> **Work instruction**: Find the lines holding the string "Boconnoc" in the data, then copy all of them.

> **Data**:
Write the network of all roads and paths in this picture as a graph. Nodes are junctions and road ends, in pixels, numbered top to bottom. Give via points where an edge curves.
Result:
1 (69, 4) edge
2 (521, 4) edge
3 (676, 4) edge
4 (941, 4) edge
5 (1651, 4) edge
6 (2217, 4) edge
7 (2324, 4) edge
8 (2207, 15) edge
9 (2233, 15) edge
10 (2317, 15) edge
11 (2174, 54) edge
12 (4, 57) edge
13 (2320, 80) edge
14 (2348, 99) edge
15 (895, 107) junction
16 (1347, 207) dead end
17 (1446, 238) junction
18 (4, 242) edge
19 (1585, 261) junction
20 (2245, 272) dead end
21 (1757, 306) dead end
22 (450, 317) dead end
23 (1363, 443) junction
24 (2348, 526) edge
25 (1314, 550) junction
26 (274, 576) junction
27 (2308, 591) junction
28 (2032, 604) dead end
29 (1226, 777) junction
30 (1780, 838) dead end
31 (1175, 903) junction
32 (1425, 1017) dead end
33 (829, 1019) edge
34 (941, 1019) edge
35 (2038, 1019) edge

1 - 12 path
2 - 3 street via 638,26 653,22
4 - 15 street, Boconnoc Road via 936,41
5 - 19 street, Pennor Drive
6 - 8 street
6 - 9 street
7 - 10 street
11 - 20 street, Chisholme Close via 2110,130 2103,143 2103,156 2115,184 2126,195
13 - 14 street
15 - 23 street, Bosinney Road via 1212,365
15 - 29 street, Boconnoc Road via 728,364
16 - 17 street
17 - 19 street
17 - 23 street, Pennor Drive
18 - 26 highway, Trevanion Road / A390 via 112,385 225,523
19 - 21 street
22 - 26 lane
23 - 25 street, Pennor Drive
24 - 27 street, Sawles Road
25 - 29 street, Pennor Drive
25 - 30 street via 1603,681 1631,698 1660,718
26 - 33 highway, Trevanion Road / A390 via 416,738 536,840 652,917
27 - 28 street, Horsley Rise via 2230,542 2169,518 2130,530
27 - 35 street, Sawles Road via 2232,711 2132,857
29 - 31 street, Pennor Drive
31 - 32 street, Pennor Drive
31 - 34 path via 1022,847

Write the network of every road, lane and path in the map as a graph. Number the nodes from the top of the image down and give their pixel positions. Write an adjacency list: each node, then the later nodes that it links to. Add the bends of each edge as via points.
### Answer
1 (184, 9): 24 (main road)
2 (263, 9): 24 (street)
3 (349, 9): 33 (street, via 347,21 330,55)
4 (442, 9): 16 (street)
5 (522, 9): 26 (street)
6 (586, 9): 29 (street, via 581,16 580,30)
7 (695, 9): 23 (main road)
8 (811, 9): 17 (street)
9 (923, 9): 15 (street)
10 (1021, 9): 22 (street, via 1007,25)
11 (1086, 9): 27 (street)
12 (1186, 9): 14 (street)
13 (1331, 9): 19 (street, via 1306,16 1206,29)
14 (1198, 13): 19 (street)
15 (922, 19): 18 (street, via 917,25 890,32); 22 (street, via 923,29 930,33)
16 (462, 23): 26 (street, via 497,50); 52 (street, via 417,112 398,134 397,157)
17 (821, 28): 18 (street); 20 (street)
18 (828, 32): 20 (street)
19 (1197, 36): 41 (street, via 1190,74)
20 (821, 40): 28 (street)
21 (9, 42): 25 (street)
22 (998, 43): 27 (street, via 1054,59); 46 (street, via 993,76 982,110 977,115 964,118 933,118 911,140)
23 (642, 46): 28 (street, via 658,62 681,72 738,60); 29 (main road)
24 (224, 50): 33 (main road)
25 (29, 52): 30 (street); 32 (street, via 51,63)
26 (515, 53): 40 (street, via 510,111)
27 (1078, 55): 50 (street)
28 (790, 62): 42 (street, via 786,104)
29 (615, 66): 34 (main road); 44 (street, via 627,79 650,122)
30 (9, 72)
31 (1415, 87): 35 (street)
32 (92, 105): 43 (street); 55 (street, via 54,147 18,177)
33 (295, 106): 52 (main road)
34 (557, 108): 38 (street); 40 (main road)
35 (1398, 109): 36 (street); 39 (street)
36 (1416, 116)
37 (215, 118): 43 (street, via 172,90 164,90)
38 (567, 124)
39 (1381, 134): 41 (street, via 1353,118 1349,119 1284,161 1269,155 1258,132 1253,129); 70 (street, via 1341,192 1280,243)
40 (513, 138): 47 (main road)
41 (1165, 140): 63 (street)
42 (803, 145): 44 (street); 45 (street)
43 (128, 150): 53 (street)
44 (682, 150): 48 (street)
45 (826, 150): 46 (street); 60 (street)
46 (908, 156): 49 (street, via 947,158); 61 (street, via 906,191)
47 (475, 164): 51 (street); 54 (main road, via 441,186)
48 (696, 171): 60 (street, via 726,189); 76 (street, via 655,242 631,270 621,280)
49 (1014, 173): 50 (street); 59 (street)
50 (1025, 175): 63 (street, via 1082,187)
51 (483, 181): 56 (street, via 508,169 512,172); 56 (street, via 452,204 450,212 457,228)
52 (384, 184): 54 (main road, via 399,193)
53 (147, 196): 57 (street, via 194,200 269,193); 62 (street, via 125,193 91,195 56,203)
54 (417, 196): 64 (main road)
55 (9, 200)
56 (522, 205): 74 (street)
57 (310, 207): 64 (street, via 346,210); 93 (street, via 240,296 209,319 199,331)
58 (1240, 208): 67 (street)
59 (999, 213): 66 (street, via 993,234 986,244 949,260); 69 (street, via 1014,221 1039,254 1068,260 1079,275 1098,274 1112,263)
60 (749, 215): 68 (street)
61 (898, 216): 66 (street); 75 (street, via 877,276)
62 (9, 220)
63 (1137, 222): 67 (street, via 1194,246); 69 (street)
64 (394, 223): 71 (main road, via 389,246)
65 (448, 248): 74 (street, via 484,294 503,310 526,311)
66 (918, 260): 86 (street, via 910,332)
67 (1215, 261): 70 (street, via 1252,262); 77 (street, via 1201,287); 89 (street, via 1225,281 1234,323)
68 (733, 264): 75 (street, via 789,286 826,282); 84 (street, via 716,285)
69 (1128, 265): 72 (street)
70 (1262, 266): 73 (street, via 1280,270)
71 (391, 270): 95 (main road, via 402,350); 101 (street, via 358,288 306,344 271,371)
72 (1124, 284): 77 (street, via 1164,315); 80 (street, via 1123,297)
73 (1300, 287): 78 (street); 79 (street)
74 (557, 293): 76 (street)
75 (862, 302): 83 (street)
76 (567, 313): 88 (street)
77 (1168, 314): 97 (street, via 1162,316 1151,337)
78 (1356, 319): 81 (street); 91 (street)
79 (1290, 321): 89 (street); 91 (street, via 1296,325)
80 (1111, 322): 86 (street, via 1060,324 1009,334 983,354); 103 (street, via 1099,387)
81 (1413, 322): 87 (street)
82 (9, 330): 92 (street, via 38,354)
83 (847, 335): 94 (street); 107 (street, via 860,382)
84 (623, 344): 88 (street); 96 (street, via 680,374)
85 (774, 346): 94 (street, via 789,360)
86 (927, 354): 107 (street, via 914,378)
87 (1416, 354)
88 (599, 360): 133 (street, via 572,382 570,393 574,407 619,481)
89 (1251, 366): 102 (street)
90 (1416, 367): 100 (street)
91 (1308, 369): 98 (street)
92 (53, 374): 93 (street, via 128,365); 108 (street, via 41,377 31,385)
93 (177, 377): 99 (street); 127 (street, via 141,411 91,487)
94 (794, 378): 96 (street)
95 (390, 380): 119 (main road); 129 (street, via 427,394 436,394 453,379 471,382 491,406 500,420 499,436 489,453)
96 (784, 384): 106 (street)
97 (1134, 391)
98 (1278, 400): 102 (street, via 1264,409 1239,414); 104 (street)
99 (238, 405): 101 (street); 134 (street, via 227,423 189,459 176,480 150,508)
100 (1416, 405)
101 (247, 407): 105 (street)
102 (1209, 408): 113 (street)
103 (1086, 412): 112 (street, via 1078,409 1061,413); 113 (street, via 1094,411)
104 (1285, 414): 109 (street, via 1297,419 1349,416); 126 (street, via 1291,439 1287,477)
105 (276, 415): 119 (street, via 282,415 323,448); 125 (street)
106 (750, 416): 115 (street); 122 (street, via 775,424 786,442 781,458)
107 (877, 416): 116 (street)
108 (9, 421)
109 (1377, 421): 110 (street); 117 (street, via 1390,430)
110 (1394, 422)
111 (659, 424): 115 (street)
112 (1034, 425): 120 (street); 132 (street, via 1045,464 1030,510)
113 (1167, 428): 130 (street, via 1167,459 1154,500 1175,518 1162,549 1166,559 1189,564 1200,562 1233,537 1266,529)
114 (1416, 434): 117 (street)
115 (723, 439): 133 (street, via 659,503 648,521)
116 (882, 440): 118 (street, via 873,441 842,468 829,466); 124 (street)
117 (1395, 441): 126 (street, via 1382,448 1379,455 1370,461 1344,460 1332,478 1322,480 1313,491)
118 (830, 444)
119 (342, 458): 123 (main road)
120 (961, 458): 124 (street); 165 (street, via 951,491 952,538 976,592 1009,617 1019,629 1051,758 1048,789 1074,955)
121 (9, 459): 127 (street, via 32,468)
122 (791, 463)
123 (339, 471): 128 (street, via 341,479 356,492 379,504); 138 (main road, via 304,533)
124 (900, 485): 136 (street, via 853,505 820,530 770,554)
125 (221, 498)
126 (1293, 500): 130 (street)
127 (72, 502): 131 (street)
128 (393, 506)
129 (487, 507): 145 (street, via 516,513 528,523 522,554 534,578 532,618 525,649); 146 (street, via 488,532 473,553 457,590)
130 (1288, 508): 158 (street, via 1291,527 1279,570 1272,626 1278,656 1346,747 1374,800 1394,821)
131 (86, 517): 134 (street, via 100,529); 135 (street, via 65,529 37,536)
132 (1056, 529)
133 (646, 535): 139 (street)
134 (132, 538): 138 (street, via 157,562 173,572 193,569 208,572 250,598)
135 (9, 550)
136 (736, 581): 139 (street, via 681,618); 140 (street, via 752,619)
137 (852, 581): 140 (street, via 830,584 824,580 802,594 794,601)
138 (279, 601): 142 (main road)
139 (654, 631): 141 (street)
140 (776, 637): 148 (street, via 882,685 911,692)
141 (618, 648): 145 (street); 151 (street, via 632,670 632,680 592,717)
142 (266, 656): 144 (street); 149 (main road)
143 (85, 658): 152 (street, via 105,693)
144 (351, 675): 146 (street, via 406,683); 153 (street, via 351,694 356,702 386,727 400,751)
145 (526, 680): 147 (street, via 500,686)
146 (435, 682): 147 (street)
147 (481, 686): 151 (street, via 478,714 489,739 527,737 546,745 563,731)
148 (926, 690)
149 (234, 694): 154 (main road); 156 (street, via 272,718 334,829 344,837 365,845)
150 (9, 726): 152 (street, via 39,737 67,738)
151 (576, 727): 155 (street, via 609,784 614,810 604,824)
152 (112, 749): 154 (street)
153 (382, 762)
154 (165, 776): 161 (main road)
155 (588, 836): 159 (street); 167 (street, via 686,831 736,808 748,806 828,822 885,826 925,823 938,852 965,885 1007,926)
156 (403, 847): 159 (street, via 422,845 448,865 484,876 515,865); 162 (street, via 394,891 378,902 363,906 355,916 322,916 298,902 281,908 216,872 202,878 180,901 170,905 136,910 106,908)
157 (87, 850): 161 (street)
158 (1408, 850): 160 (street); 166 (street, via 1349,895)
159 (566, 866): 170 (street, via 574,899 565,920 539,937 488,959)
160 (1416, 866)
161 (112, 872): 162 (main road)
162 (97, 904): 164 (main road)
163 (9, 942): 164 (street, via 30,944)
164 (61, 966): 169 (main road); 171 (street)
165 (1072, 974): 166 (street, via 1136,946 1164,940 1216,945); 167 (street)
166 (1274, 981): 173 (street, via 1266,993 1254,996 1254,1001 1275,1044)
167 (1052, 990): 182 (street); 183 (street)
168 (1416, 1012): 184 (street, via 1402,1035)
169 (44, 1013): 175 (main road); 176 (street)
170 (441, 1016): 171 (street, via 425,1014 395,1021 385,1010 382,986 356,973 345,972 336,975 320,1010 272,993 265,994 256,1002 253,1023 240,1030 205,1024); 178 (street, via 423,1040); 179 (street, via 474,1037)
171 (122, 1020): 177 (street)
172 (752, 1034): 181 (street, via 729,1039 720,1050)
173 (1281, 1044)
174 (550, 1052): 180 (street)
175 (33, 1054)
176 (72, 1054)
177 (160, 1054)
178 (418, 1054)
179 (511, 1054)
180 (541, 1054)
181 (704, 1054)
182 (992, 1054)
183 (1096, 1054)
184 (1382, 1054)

> **Problem solution**:
4 - 15 street, Boconnoc Road via 936,41
15 - 29 street, Boconnoc Road via 728,364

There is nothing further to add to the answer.